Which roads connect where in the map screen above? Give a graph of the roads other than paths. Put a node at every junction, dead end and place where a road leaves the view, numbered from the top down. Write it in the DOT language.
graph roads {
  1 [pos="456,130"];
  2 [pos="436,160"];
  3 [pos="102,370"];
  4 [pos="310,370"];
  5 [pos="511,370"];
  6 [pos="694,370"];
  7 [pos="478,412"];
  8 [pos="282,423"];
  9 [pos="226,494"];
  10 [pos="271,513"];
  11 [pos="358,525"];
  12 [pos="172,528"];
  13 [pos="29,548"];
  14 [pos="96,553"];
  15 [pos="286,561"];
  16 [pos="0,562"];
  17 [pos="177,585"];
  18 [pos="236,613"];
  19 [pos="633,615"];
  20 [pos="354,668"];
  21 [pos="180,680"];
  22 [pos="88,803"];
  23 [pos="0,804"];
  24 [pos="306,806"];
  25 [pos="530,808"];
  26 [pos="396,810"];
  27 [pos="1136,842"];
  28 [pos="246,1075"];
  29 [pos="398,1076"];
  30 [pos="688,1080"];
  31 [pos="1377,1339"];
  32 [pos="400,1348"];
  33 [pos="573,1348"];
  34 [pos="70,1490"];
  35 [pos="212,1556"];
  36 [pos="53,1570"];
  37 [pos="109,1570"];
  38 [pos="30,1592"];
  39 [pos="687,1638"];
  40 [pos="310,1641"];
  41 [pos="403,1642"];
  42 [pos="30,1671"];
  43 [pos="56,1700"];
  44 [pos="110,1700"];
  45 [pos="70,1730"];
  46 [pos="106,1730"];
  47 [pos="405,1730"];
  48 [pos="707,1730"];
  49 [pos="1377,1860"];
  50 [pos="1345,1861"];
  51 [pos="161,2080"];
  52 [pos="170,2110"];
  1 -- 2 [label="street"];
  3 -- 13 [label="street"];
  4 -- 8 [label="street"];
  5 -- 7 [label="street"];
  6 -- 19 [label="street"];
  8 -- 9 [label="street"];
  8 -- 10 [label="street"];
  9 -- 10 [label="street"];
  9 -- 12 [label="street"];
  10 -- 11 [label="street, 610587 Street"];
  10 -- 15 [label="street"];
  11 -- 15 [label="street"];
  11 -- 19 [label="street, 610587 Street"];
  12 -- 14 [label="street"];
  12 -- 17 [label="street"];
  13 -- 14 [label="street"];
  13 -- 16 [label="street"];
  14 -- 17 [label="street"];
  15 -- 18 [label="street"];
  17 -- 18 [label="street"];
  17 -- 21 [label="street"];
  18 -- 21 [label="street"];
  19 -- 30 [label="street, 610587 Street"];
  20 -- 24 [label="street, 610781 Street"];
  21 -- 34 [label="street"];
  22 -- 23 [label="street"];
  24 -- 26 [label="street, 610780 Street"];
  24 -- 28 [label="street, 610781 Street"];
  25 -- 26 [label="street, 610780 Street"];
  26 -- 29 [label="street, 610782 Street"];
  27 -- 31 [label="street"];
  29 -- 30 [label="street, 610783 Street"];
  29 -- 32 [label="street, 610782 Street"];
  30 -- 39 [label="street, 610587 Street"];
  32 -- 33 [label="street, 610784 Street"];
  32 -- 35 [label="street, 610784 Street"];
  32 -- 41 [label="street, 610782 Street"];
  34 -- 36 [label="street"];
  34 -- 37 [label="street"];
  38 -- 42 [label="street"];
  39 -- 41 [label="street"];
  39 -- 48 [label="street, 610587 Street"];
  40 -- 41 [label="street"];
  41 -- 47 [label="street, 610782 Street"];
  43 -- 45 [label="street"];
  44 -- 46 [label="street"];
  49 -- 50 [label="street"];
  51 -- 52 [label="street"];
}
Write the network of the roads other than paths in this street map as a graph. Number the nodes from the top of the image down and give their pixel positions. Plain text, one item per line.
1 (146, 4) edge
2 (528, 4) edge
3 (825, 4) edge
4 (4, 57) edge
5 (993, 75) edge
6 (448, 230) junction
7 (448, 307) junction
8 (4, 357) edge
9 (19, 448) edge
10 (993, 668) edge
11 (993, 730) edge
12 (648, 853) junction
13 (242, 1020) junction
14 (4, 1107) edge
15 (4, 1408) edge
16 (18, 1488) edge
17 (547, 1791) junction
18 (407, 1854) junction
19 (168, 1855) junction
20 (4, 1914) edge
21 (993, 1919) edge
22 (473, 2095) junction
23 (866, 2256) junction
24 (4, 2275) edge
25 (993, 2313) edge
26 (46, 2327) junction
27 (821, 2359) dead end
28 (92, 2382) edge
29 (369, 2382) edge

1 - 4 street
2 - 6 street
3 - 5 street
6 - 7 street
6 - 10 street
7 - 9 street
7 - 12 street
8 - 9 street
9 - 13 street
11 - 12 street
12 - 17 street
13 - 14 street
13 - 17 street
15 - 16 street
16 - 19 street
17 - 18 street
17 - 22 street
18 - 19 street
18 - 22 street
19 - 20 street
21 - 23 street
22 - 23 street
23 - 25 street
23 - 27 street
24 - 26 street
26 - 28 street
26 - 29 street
● ● ● ●
- _TASK DIRECTIONS_
Everything from the line that contains "Write the network" to the last line of the entries above should be repeated word for word, both lines included, with no other output.

- _FINISHED EXERCISE_
Write the network of the roads other than paths in this street map as a graph. Number the nodes from the top of the image down and give their pixel positions. Plain text, one item per line.
1 (146, 4) edge
2 (528, 4) edge
3 (825, 4) edge
4 (4, 57) edge
5 (993, 75) edge
6 (448, 230) junction
7 (448, 307) junction
8 (4, 357) edge
9 (19, 448) edge
10 (993, 668) edge
11 (993, 730) edge
12 (648, 853) junction
13 (242, 1020) junction
14 (4, 1107) edge
15 (4, 1408) edge
16 (18, 1488) edge
17 (547, 1791) junction
18 (407, 1854) junction
19 (168, 1855) junction
20 (4, 1914) edge
21 (993, 1919) edge
22 (473, 2095) junction
23 (866, 2256) junction
24 (4, 2275) edge
25 (993, 2313) edge
26 (46, 2327) junction
27 (821, 2359) dead end
28 (92, 2382) edge
29 (369, 2382) edge

1 - 4 street
2 - 6 street
3 - 5 street
6 - 7 street
6 - 10 street
7 - 9 street
7 - 12 street
8 - 9 street
9 - 13 street
11 - 12 street
12 - 17 street
13 - 14 street
13 - 17 street
15 - 16 street
16 - 19 street
17 - 18 street
17 - 22 street
18 - 19 street
18 - 22 street
19 - 20 street
21 - 23 street
22 - 23 street
23 - 25 street
23 - 27 street
24 - 26 street
26 - 28 street
26 - 29 street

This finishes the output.